Между тем, поднимается генерация популярных публицистов, как бы открыто брезгующих внешней проблематикой, демонстративно сводящей вопросы России к внутреннему обустройству, просвещению и благосостоянию. Чернышевский недоумевает: как возможна борьба с Западом? Запад хлопочет о лучшем устройстве человеческого общежития, как же с ним бороться? Неужели средневековые порядки утверждать? На все декларации о славянах – естественных союзниках России (сейчас бы сказали – ее естественном Большом Пространстве) – он отвечает, что коли война, не дай Бог, подвернется, союзником послужит тот, кому в данный момент будет с Россией по пути, а так-то войны с ее хозяйственными осложнениями и напряжением общественного организма лучше загодя не планировать. В том же духе заверяет Добролюбов, что исламистская проблема на Кавказе возникла только от русских грубостей и бестактностей, но просвещение и благосостояние всё поправят. Все проблемы России как бы становятся разрешимыми внутри нее, по ходу внутреннего совершенствования, без каких-либо планов, нацеленных на внешний мир (видение вполне горчаковское).
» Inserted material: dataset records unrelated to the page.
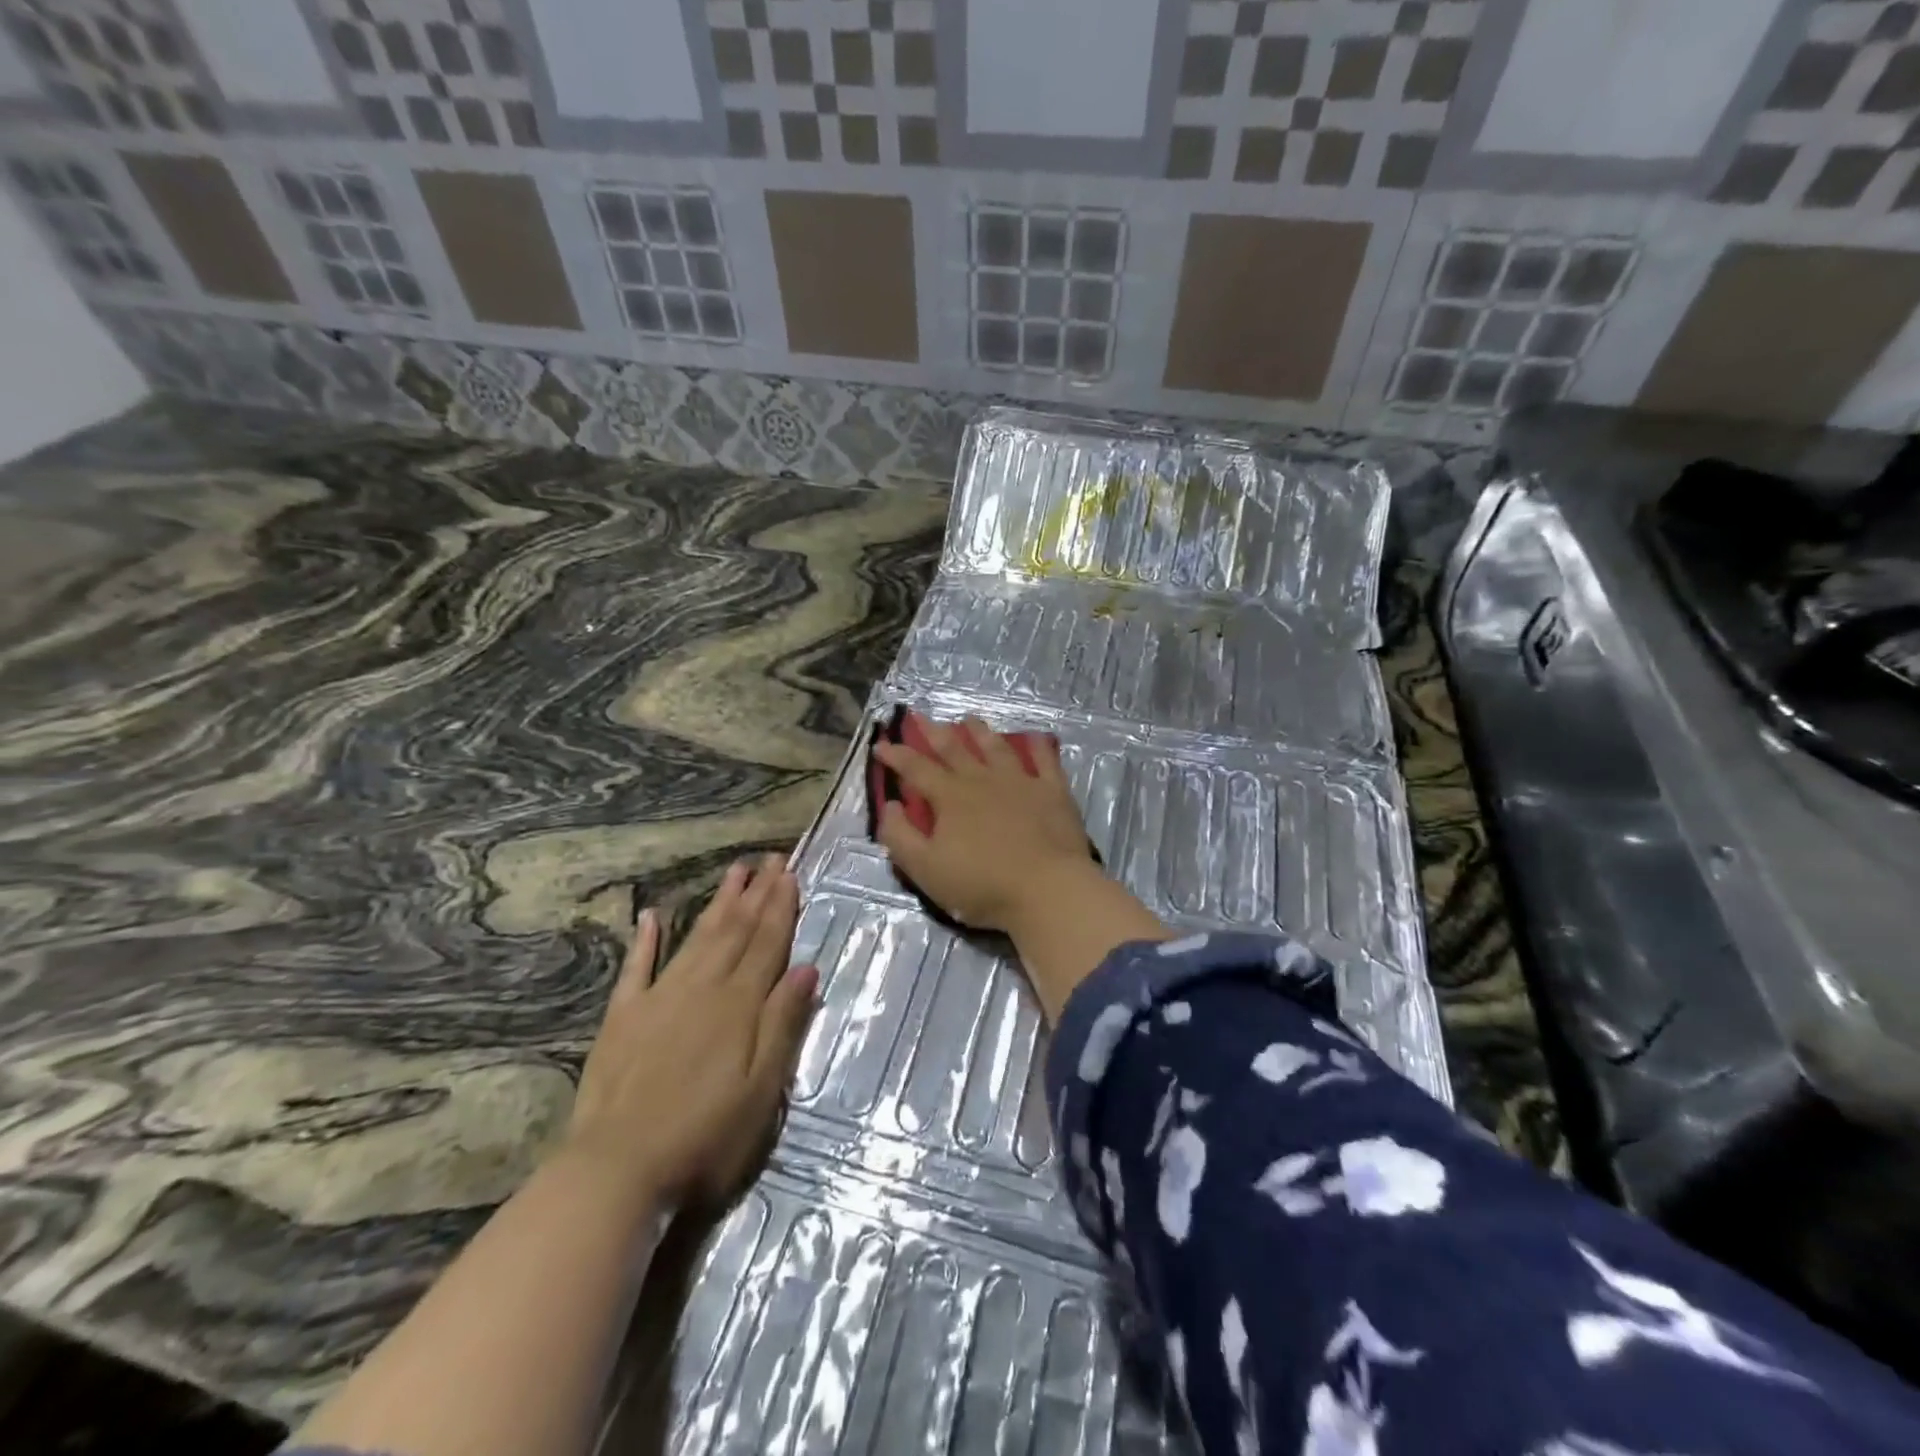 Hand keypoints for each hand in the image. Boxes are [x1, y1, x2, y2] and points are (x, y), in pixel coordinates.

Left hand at [562, 855, 816, 1212]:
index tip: (790, 873)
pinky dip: (645, 940)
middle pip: (735, 932)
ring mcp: (659, 998)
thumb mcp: (762, 1088)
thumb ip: (783, 1023)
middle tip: (771, 859)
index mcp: (739, 1005)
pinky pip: (637, 968)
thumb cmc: (704, 1136)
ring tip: (735, 872)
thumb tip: (807, 968)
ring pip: (696, 938)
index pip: (767, 944)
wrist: (617, 1170)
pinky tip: (651, 915)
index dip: (780, 907)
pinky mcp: (623, 1017)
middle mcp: (702, 988)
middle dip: (756, 894)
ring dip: (718, 904)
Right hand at [874, 717, 1096, 932]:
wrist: (1048, 890)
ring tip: (969, 720)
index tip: (881, 744)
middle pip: (954, 749)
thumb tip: (891, 804)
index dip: (896, 755)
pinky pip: (1045, 761)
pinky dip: (1038, 746)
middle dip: (933, 732)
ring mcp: (1020, 782)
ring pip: (995, 748)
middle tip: (920, 716)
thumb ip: (900, 836)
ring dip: (979, 732)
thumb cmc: (982, 884)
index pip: (916, 768)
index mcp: (950, 797)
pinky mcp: (1053, 791)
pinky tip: (1035, 738)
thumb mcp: (926, 869)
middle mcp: (983, 780) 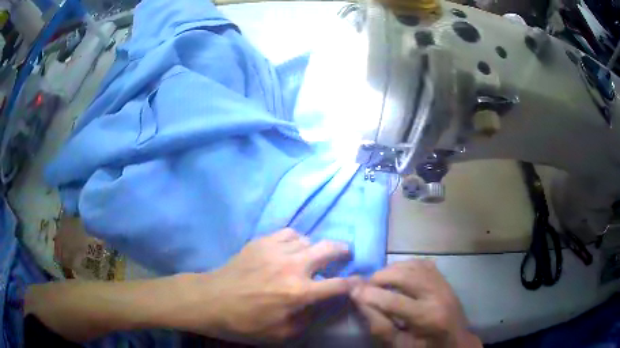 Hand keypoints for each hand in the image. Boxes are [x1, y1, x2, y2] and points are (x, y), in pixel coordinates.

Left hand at [180, 228, 356, 342]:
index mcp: (298, 292)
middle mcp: (291, 266)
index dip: (354, 283)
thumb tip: (323, 303)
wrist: (211, 300)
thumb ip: (308, 319)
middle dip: (343, 251)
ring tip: (312, 255)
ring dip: (315, 247)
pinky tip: (291, 249)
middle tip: (345, 254)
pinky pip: (288, 233)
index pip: (337, 284)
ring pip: (308, 239)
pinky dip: (296, 240)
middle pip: (328, 249)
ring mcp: (275, 250)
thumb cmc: (246, 322)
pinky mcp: (260, 241)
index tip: (359, 281)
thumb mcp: (281, 333)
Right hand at [351, 260, 481, 347]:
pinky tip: (396, 274)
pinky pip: (421, 263)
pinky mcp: (443, 278)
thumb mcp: (400, 344)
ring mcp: (443, 283)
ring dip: (390, 270)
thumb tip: (360, 301)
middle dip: (380, 278)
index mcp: (429, 317)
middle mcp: (438, 295)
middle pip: (405, 276)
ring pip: (412, 265)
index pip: (394, 302)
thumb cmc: (425, 347)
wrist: (455, 340)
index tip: (352, 291)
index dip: (370, 295)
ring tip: (378, 281)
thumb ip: (380, 326)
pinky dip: (404, 265)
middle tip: (365, 286) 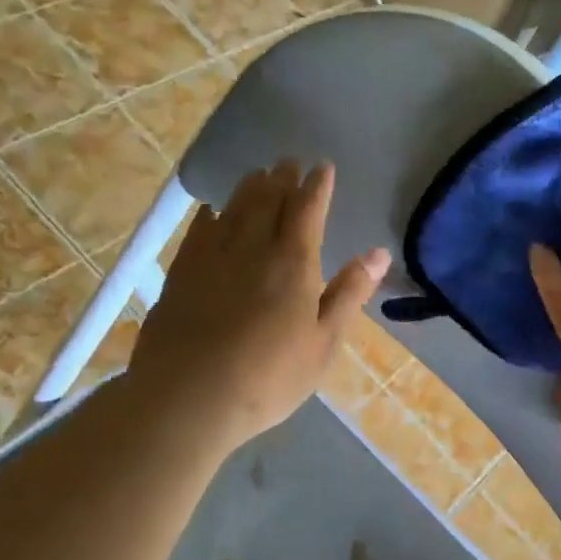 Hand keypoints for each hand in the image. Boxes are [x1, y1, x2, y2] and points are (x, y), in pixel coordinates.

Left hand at [128, 162, 389, 453]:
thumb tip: (379, 253)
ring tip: (258, 175)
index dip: (317, 186)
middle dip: (282, 178)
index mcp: (293, 263)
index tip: (323, 167)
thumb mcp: (324, 342)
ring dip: (249, 188)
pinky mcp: (181, 273)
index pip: (307, 209)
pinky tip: (213, 212)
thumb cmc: (269, 377)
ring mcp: (211, 257)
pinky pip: (199, 230)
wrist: (188, 397)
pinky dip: (212, 214)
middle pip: (268, 200)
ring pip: (233, 209)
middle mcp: (251, 247)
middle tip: (289, 162)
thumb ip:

Как часть новой ориентировки, порожденной фазой сжатия, но вместе с тем несущей в себе потенциал «евразийского поворота», формируется русское, особенно сибирское, областничество. Любопытны позднейшие воспоминания Г.Н. Потанина об обстановке, в которой оно поднималось. Выступления Костомарова и Щапова с планами федерализации России в условиях подготовки Земской реформы 1864 г.; взволнованная среда образованных провинциалов, уверяющихся, что «каждая область должна иметь интеллигенцию, которая должна служить местному населению»; споры в Русском географическом обществе 1860-x насчет правомерности вкладывания средств в развитие Сибири, которое, мол, неизбежно приведет к ее отпадению; при этом академик Бэр доказывает, что отпадение земледельческих колоний – дело естественное и не вредящее метрополии, а Великий князь Константин Николаевич уверяет: «Сибирь – не колония, а расширение государственной территории» [Потанин 1907, 16]. Дискуссии переходят в практическое поле, создается «Общество независимости Сибири», участник его арестовывается с листовками, следуют разгром и судебный процесс. От тех лет остались забавные стихи в одном из писем юного Потанина: «Пора провинциям вставать, / Оковы, цепи вековые / Централизации свергать, / Сзывать Советы областные» [Потанин 1987, 61].

Позднее, переосмысляя те годы, Потанин напишет о чисто территориальных предпосылках сибирского областничества, коренившихся в особенностях коммуникаций Европейской России и Сибири. «Чувство, вызвавшее эту идею, нужно искать в умах сибирского крестьянства. … Сибирское население не могло не чувствовать, что оно живет вдали от остального русского мира. Оно не входило в район той сложной системы взаимных общений, которую экономическая жизнь создала в Европейской России. … Сибирь входила в общение с этой округленной сферой только по одному направлению – с востока на запад (и обратно с запада на восток). … Если в Сибири тоже была сеть перекрещивающихся торговых путей, то это была самостоятельная сеть, независимая от сети европейской России, потому что у Сибири был свой север, отдельный от севера европейской России, и свой юг, отдельный от юга европейской России» [Потанин 1907, 8-ю]. Формулируя основные идеи для особого государственного статуса Сибири, Потанин вводит в перечень черты геополитические: «Отсутствие дворянства, оторванность от великорусских традиций, индивидуализм в сельском мире; распыление земельной общины и tabula rasa в сфере землеустройства, нахождение в крае многочисленных некультурных рас, другие физические условия, другой климат, другая природа, другое направление рек, другие морские берега и другие заграничные соседи, – всё это поводы к тому, чтобы сибирское хозяйство, сибирские финансы были выделены из общеимперских» [там же, 60].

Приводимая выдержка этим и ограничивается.